Scientists are starting to decode exactly what bats are saying to each other – and it's mostly a lot of bickering.
Bats are very sociable animals and often live in large colonies of thousands of individuals in a single cave, and have a lifespan of up to 30 years. As might be expected, living in these conditions can bring its stresses and strains. It turns out that bat communication is often targeted at a particular individual and can lead to a predictable outcome, finds a study published in the journal Scientific Reports.
Researchers in Israel tracked every movement of small a group of Egyptian fruit bats for two and a half months. They captured a total of more than 160,000 calls between a group of just 12 adult bats and 10 pups, taken from a colony of up to 10,000 bats roosting near Herzliya in Israel. The bats were released after the research was finished, study author Yossi Yovel, a zoologist at Tel Aviv University, told IBTimes UK.
"When you enter a bat cave you hear a lot of 'gibberish' – a cacophony of aggressive bat noise. But is this merely shouting or is there information amid the noise?" said Yovel in a statement.
"Previous research presumed that most bat communication was based on screaming and shouting. We wanted to know how much information was actually conveyed – and we wanted to see if we could, in fact, extract that information."
What was all the fuss about?
Using modified software for human speech recognition, they found that bats didn't just broadcast messages to the group, but often directed their calls to a particular individual. The scientists analysed about 15,000 calls made during the bats' day-to-day interactions and were able to identify in which specific contexts the bats used those calls.
"We have found that bats fight over sleeping positions, over mating, over food or just for the sake of fighting," Yovel said.

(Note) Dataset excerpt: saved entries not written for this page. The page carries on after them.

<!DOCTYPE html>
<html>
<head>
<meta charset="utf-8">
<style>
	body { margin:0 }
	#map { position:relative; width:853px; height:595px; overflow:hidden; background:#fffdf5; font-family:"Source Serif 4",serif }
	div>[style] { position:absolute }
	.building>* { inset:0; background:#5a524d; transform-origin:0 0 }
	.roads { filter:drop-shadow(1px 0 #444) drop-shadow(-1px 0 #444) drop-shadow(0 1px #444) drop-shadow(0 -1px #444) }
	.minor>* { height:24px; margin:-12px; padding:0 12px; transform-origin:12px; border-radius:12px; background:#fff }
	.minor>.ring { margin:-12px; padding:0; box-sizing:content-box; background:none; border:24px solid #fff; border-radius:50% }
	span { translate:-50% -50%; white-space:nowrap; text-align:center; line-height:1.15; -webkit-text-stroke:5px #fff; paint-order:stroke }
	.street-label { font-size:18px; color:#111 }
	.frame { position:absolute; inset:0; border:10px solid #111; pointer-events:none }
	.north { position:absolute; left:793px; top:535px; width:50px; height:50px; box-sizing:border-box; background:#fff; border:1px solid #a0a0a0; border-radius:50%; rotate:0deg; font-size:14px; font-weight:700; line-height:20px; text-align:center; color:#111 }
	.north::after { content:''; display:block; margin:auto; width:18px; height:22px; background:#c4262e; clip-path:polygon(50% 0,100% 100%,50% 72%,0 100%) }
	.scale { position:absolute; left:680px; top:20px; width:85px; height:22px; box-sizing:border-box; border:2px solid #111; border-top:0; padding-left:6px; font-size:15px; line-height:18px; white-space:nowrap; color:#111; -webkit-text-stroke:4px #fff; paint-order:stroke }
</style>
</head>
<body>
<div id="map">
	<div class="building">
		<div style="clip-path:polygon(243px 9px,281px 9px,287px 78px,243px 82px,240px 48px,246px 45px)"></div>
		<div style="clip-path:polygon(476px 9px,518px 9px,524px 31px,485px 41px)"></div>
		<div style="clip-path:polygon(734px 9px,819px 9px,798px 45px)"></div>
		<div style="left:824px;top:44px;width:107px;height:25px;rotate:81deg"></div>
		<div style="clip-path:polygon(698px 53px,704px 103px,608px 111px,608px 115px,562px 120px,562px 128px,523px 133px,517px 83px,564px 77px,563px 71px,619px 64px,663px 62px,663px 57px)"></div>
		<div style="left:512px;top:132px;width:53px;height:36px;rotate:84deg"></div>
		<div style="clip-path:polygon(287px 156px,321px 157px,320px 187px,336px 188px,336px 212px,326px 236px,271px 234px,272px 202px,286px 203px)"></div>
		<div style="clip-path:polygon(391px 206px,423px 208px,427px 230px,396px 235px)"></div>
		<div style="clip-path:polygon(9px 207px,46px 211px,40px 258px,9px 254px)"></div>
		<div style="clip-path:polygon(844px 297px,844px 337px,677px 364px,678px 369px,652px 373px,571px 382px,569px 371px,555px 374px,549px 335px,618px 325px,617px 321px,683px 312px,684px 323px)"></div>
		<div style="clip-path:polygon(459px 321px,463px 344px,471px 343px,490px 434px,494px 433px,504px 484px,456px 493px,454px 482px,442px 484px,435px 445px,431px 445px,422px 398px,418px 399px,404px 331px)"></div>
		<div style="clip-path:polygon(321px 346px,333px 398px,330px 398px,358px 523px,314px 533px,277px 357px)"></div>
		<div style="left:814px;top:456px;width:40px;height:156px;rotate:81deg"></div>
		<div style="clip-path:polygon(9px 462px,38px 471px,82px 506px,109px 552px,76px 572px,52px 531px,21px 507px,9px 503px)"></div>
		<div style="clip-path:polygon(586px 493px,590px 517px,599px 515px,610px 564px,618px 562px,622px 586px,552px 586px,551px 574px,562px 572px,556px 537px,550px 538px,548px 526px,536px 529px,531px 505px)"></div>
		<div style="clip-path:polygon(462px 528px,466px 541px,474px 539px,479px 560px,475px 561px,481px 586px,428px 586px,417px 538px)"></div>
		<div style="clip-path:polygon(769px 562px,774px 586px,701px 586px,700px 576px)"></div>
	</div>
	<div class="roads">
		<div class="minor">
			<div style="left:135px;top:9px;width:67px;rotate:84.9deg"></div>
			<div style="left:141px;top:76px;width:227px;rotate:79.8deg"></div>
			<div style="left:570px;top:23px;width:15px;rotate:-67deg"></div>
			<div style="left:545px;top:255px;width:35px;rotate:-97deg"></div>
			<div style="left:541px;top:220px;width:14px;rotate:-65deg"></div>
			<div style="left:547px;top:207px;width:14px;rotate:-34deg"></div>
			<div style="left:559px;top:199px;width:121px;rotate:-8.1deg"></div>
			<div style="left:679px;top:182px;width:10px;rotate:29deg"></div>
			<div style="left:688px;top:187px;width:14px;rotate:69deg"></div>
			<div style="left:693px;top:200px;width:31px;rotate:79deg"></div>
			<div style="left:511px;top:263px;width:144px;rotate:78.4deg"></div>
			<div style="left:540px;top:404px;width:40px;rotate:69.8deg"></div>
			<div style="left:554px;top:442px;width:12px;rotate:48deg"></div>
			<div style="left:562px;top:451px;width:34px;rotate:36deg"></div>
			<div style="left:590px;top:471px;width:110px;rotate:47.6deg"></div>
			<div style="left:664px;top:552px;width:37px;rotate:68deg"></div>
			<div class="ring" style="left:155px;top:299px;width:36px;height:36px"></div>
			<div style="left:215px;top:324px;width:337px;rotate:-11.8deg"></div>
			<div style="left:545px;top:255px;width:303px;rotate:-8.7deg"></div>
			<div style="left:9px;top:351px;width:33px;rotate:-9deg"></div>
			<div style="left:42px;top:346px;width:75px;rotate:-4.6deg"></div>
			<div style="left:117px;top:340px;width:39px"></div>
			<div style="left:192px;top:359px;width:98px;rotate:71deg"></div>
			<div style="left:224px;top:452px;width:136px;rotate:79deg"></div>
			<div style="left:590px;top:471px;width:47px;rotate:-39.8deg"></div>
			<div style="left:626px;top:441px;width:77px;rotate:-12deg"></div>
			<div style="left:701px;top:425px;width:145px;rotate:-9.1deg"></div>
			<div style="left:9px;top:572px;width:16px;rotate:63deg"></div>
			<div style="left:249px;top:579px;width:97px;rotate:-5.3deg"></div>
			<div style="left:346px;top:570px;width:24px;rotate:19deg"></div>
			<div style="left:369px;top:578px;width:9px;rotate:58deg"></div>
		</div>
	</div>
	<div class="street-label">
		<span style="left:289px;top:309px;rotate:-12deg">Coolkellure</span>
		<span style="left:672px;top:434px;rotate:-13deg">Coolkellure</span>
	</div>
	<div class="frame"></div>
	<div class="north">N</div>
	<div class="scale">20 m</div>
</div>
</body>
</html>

"To our surprise we were able to differentiate between all of these contexts in complete darkness, and we are confident bats themselves are able to identify even more information and with greater accuracy – they are, after all, an extremely social species that live with the same neighbours for dozens of years."
The researchers could identify whether the bat was addressing a friend or foe, and could predict what was likely to happen after the call – for instance, whether a pair of bats move apart or put up with one another and stay put.
"We found, in our research, that bat calls contain information about the identities of the caller and the addressee, which implies that there is a recognition factor. We were also able to discern the purpose and the context of the conversation, as well as the possible outcome of the 'discussion.'"
Understanding how bats communicate – even if it's just bickering – is important for understanding the evolution of human language as well as decoding the interactions of other species, says Yovel. His next steps in the research include analysing different bat accents and seeing how a bat can fit into new social groups.